Big W cops Facebook backlash after removing the word “Christmas” from products … Small business ombudsman asks to see Amazon contracts … Ikea launches AR tech
Thursday, September 21, 2017/
Shoppers are vowing to stop shopping at discount department store Big W after revelations it has removed the word “Christmas” from the packaging of its holiday tree range.
The Herald Sun reports the new range includes tree names like the “Black Forest Tree” and the “Atlanta Tree”, rather than carrying references to the Christian holiday.
Upset customers have taken to Facebook to tell the retailer they are “disgusted” and “offended” by the decision, with some promising to buy their Christmas decorations from other retailers this year.
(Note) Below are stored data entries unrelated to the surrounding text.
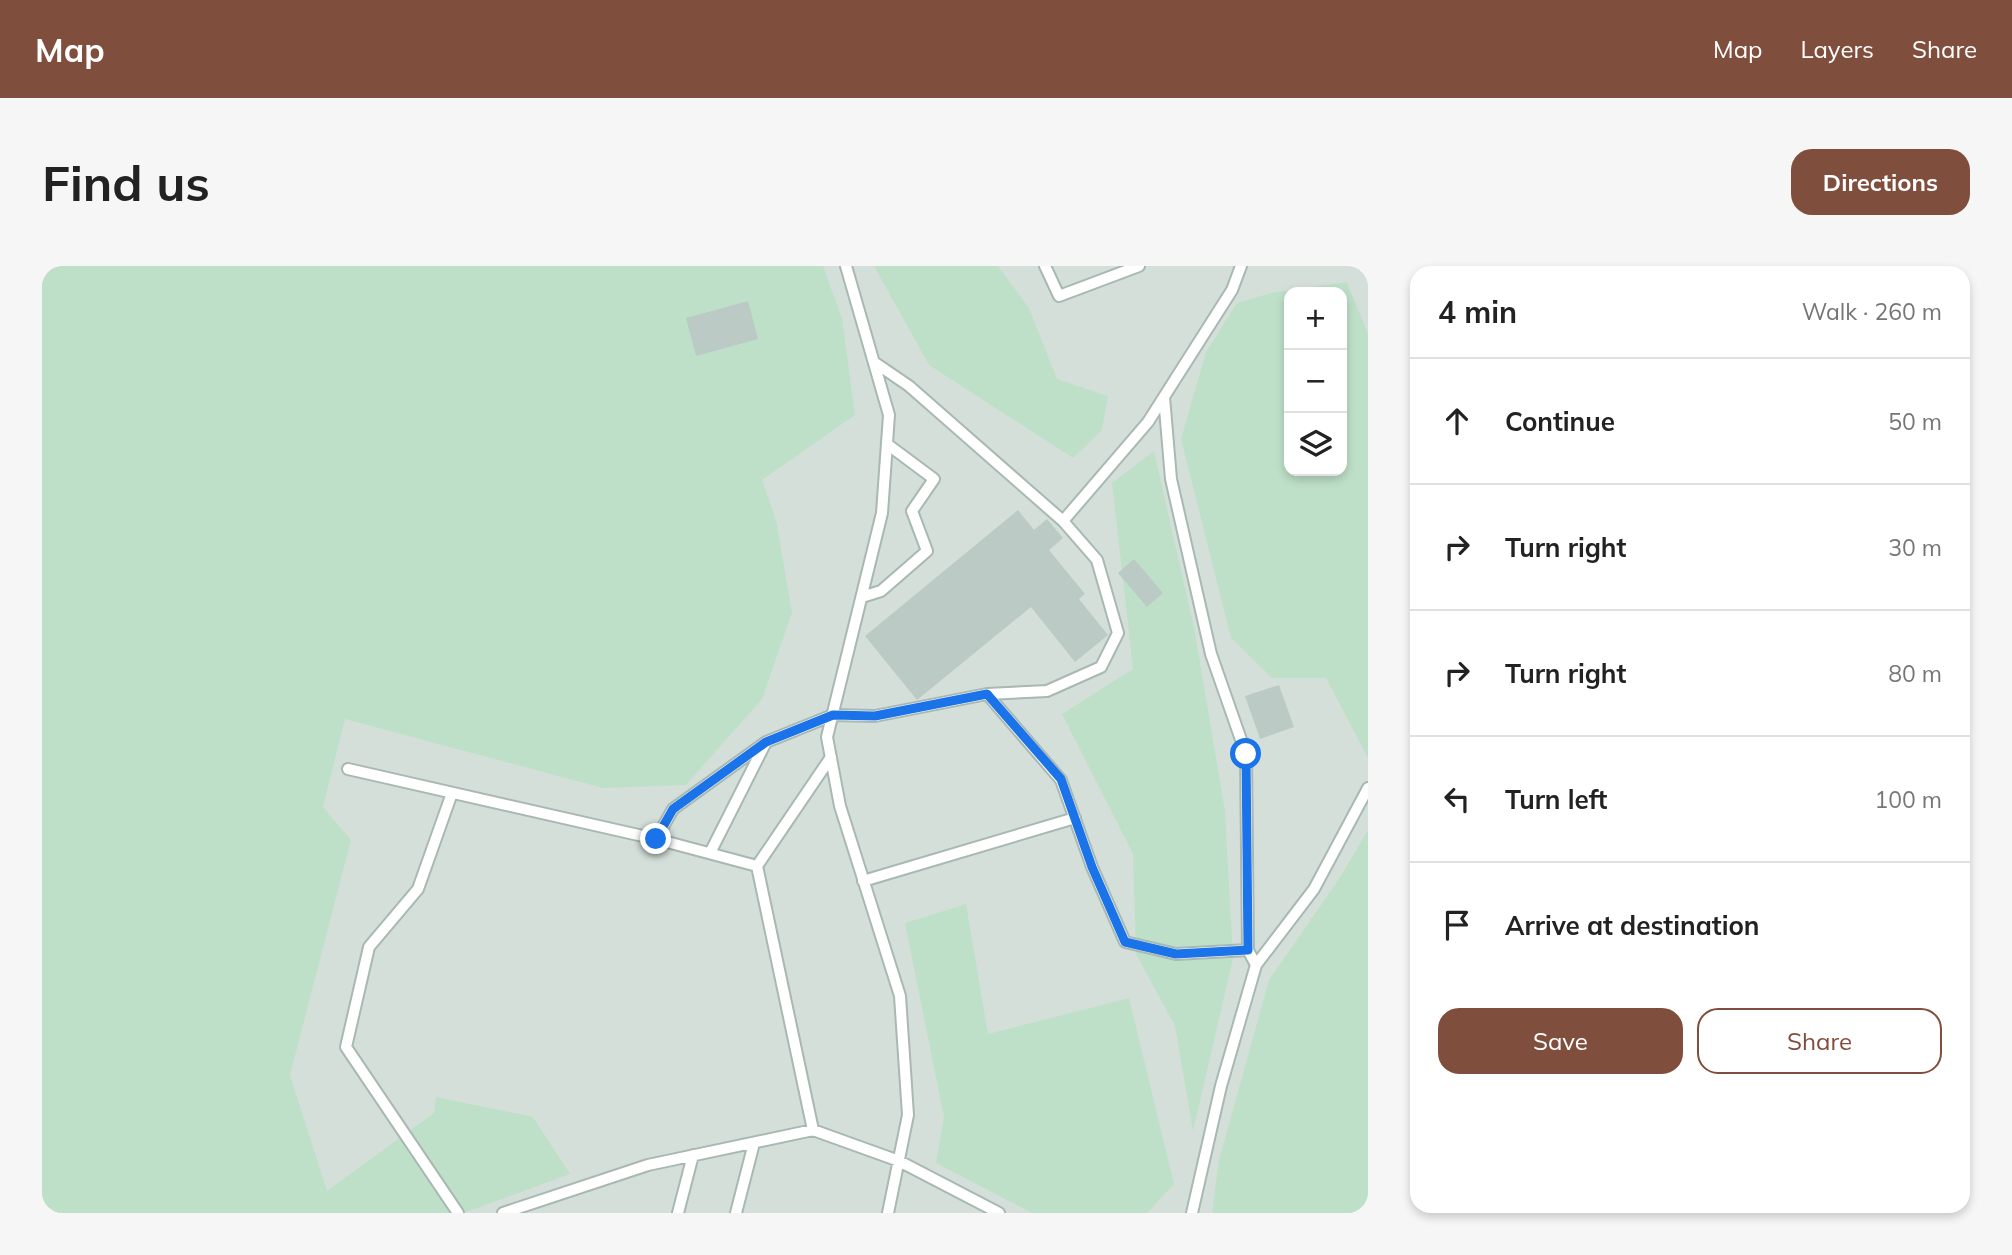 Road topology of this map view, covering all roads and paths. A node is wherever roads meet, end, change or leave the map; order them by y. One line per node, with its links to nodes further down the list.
1 (846, 266): 5 (lane)
2 (1045, 266): 3 (lane)
3 (1139, 266)
4 (1241, 266): 6 (lane)
5 (874, 362): 7 (lane); 8 (lane)
6 (1164, 397): 8 (lane); 22 (lane)
7 (887, 444): 9 (lane); 9 (lane)
8 (1063, 521): 10 (lane)
9 (862, 597): 11 (lane)
10 (987, 694): 11 (lane); 17 (lane)
11 (833, 715): 12 (lane); 13 (lane)
12 (766, 742): 18 (lane); 19 (lane)
13 (831, 757): 20 (lane); 21 (lane)
14 (348, 769): 16 (lane)
15 (1368, 788): 23 (lane)
16 (452, 793): 18 (lane); 28 (lane)
17 (1074, 818): 21 (lane); 22 (lane)
18 (656, 839): 19 (lane)
19 (709, 853): 20 (lane)
20 (757, 866): 24 (lane)
21 (863, 881): 27 (lane)
22 (1248, 950): 23 (lane)
23 (1256, 965): 34 (lane)
24 (813, 1130): 25 (lane); 27 (lane)
25 (754, 1143): 26 (lane); 31 (lane)
26 (693, 1155): 29 (lane); 30 (lane)
27 (899, 1161): 32 (lane); 33 (lane)
28 (458, 1213)
29 (503, 1213)
30 (678, 1213)
31 (736, 1213)
32 (888, 1213)
33 (999, 1213)
34 (1192, 1213)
A Big W spokesperson has said the retailer is excited about the range and is labelling the trees with “key Christmas themes” this year.
Carnell asks Amazon to play fair on contracts
The Small Business and Family Enterprise Ombudsman has warned retail giant Amazon that any standard contracts relating to its Amazon Marketplace product must fall within the bounds of Australia’s unfair contracts legislation.
Kate Carnell has written to the retail giant asking that it makes sure its contracts comply with local laws, saying that after a review of Amazon Marketplace contracts in the US, some clauses would have to change if the same agreements were to be rolled out here.
“I’m interested to see how Australian small businesses can accelerate sales and broaden their customer base though the Amazon platform,” Carnell said in a statement.
Ikea launches augmented reality app ‘Place’
Smartphone users that have updated their systems to iOS 11 will now be able to drag and drop Ikea furniture into their homes without getting up off the couch.
The homewares retailer’s ‘Place’ app allows users to select Ikea furniture from the app and “fit” this into their own homes, with the items scaling to a reported 98% accuracy.
Wired reports this is one of the first attempts by a retailer to use augmented reality technology to solve a real consumer problem: whether a product will work in a space once customers get it home.